Financial oversight is probably one of the most important board responsibilities. It’s important because an organization’s nonprofit status can come with some really nice benefits that may include:
- no income taxes
- no sales taxes
- no property taxes
- donations to the organization are tax-deductible
Through effective financial oversight, the board assures the public-at-large that all resources and benefits received are used to support the nonprofit’s mission. Organizations run the risk of making headlines when boards fall asleep at the financial switch.
The reality, though, is many board members become deer in the headlights when facing financial oversight. Below are some strategies that any board can use to either jumpstart their financial oversight capacity or strengthen an existing one.
1. Recruit Financial Expertise. A board that lacks financial expertise is financially illiterate. Every board must have at least one superstar member who, at a minimum, knows how to read financials, develop and monitor budgets, and manage cash flow. In fact, it’s probably best to have two financial gurus just in case one of them has to leave the board! The kind of financial experience required will vary by organizational complexity. For example, a brand new organization may only need a CPA or someone with equivalent experience. However, an organization that has investments may also need someone to help manage and oversee the organization’s portfolio.
2. Active Finance Committee. This committee should do most of the heavy lifting in terms of budget development, creating financial policies, and day-to-day financial monitoring and oversight. The committee must alert the entire board to financial issues, provide objective financial reporting at each meeting, and ensure that financial information provided is transparent and accessible. The chair of this committee must be well versed in all things financial. Other members need not possess deep financial knowledge; serving on this committee is a great way for new and even veteran members to learn financial basics.
3. Financial Policies.
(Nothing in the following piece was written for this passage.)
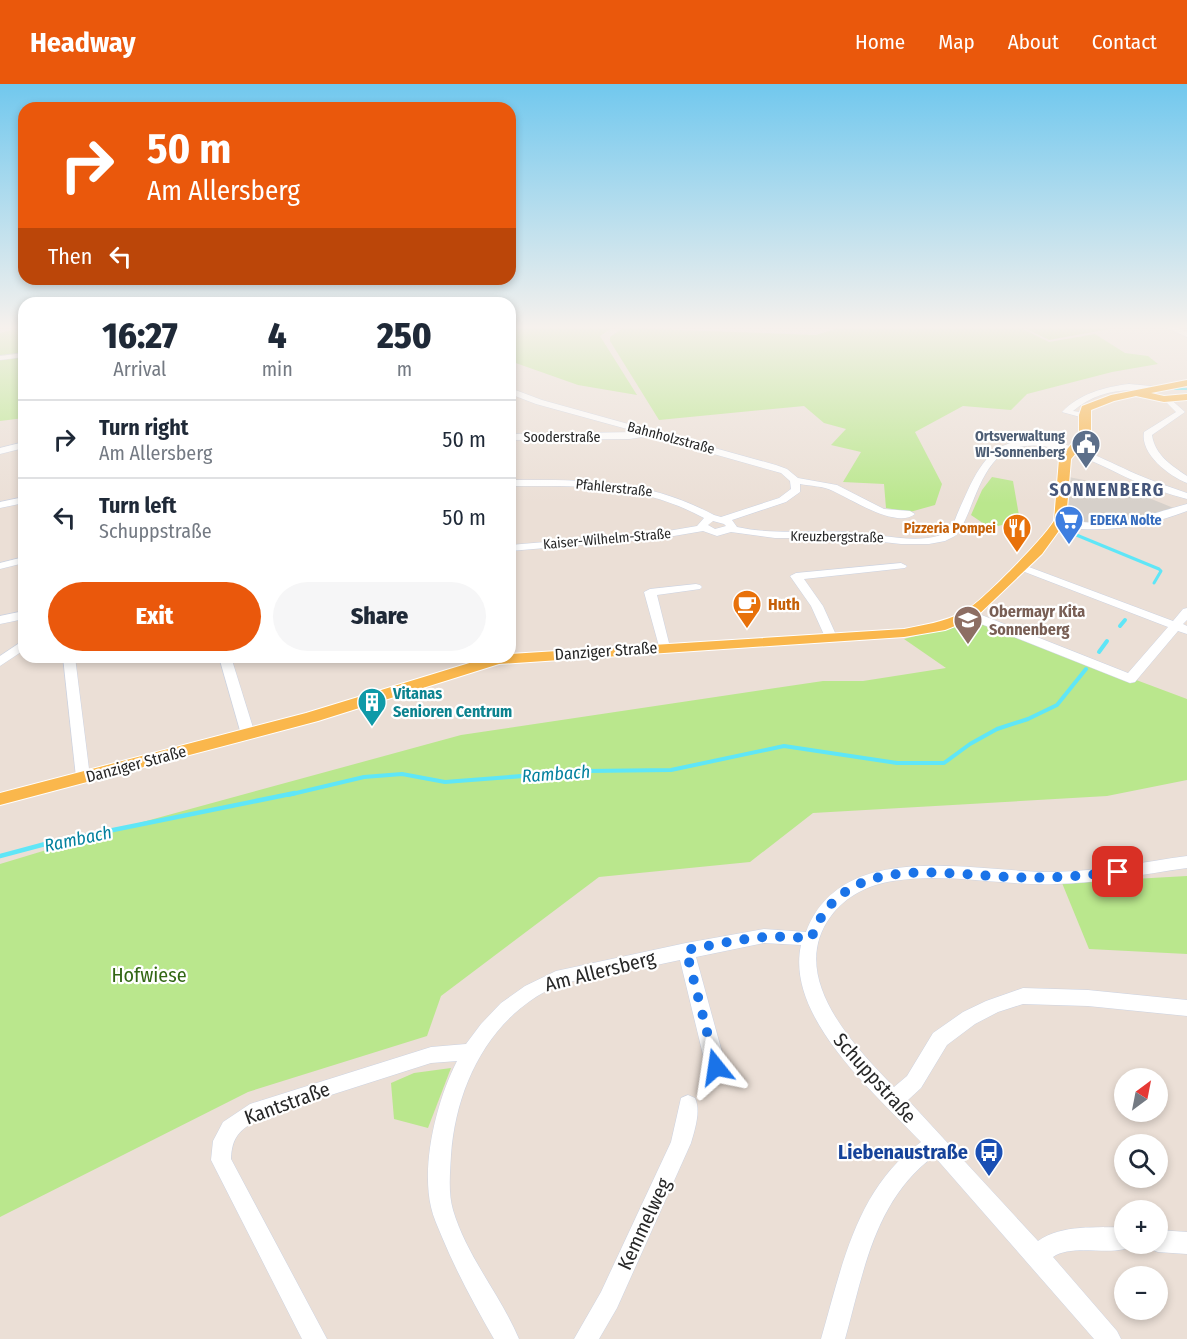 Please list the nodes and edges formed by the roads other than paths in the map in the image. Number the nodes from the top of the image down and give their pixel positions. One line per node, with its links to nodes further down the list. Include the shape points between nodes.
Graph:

Another important oversight tool is a financial policies document. These policies are developed jointly by staff and the finance committee. However, they are approved by the entire board. The complexity of these policies will vary by organizational size and purpose but every organization—from brand new to well-established—must have financial policies. Templates and samples are abundant on the Internet—no need to reinvent the wheel!
Examples of items in a financial policies document include: who is allowed to open/close bank accounts; who can sign checks and when two signatures are required; who can take out loans; and how expenses are reimbursed.
To help ensure a productive auditing process, the auditor must be vetted and hired by the board…not the executive director. In addition, throughout the process, the auditing team reports directly to the board (most likely the treasurer). Staff’s role is to support the auditing team by supplying needed information and documentation.
5. Financial Statements. Usually a review of financial statements is part of every board meeting. The following financial information, at a minimum, must be Included in the board packet:- Statement of Financial Position (aka Balance Sheet)
- Statement of Activities (aka Income Statement)
- Cash Flow Projection
- Current annual budget (usually presented with Statement of Activities)
The finance committee must regularly review these statements. At board meetings, only more summarized information need be shared with members; however, the information must be sufficiently detail the financial picture. The treasurer and finance committee must provide written and oral reports on the state of the organization’s finances and highlight any areas of concern.
6. Board Financial Training. Most likely not all board members will feel comfortable or competent interpreting financial statements or conducting a budget review. Thus it’s important that financial literacy training be provided to members in regular doses. The goal of these trainings is to develop a baseline level of knowledge that members can use to assess the organization’s financial stability.To achieve this, consider
- including a session on financial literacy at the board’s annual retreat
- incorporating financial literacy into every new board member orientation
- providing financial literacy learning moments at board meetings
- identifying workshops or webinars offered by other agencies that focus on financial literacy and encouraging your board members to attend
In summary, financial oversight is an important board duty. However, many boards fall short due to lack of financial capacity and know-how. By using all of the above strategies, your board will be well on its way to improved financial literacy and engagement and become less and less like a deer in headlights when conducting financial oversight!